Source records
· · · ·
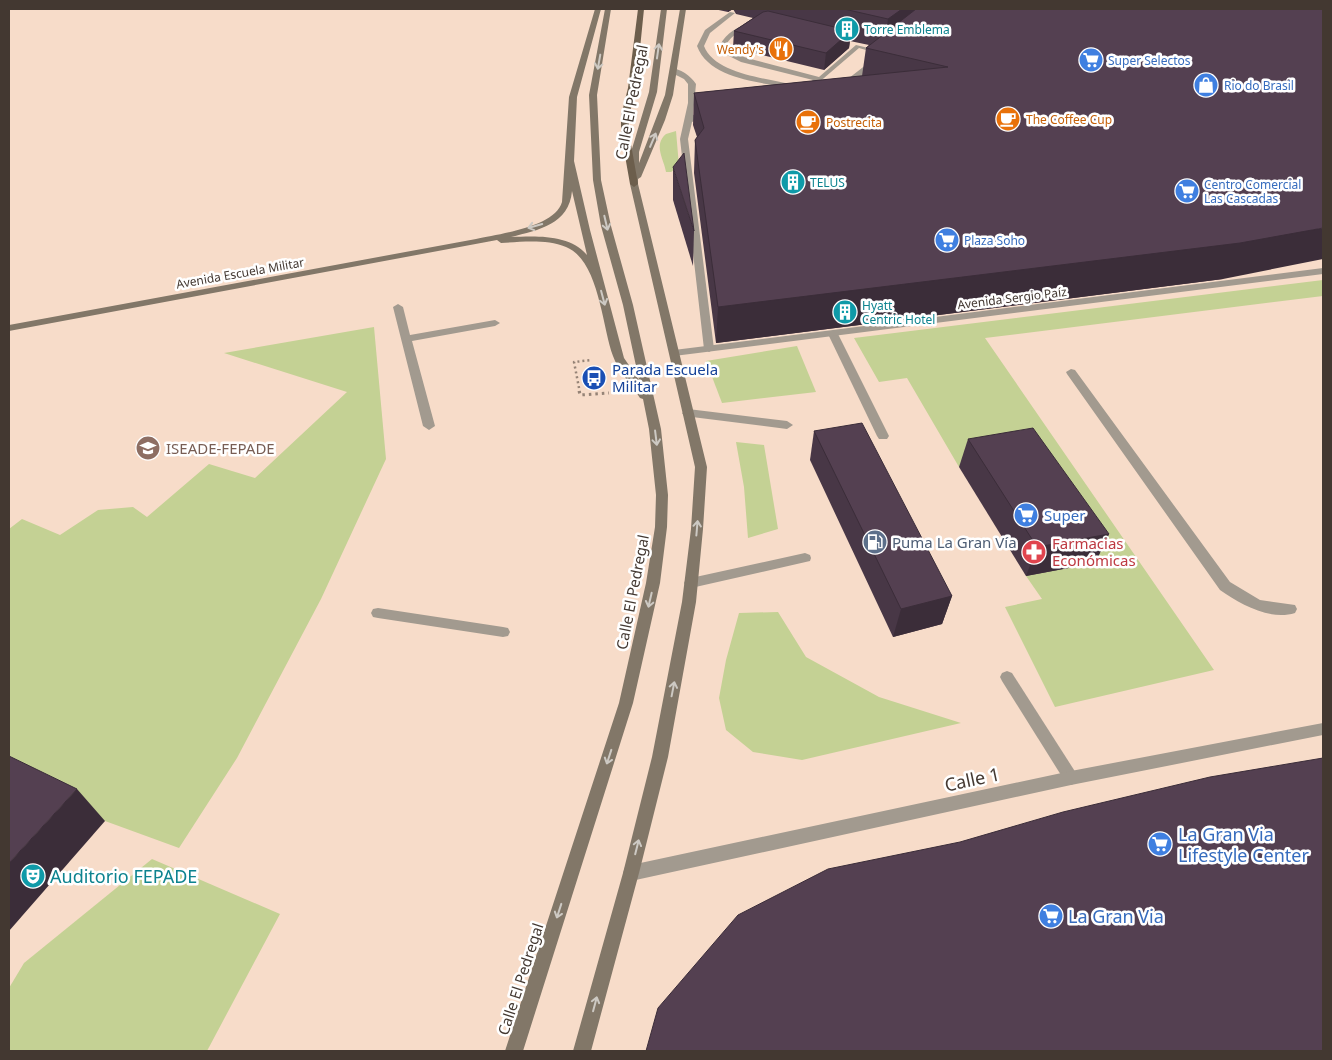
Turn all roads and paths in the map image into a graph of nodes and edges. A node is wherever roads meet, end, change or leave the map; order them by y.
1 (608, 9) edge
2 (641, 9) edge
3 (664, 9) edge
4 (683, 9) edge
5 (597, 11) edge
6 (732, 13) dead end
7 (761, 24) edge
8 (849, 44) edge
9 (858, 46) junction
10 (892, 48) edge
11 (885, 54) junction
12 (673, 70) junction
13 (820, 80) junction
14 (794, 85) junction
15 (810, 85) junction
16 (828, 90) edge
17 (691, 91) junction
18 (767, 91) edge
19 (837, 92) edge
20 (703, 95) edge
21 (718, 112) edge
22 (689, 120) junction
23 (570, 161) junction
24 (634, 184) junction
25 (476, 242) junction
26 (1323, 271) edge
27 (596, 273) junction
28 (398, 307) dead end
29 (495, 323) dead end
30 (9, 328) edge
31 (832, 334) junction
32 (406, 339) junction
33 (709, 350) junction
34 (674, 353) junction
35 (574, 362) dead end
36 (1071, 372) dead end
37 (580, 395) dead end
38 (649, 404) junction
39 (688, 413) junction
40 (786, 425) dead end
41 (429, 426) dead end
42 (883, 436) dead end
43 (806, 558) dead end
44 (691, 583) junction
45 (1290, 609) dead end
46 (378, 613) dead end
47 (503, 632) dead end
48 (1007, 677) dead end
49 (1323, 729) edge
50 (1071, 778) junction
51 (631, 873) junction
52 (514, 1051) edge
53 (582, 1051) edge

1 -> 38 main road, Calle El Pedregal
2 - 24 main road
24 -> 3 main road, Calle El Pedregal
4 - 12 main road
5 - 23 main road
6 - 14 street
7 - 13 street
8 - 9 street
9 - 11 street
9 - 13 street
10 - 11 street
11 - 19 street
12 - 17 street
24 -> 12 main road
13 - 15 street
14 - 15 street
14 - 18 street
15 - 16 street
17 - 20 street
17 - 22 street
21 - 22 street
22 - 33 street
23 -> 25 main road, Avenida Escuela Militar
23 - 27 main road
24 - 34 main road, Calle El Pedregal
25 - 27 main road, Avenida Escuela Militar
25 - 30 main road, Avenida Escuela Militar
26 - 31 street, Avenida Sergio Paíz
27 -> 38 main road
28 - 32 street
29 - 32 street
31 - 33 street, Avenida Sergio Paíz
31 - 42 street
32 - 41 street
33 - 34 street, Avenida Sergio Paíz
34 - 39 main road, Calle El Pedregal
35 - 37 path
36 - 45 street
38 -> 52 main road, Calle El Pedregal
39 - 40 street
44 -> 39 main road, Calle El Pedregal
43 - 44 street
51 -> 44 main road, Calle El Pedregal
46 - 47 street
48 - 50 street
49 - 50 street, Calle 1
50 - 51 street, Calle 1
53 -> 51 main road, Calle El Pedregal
· · · ·
Would you filter the records and copy each line that contains the word "Escuela"?

[Written solution]
23 -> 25 main road, Avenida Escuela Militar
25 - 27 main road, Avenida Escuela Militar
25 - 30 main road, Avenida Escuela Militar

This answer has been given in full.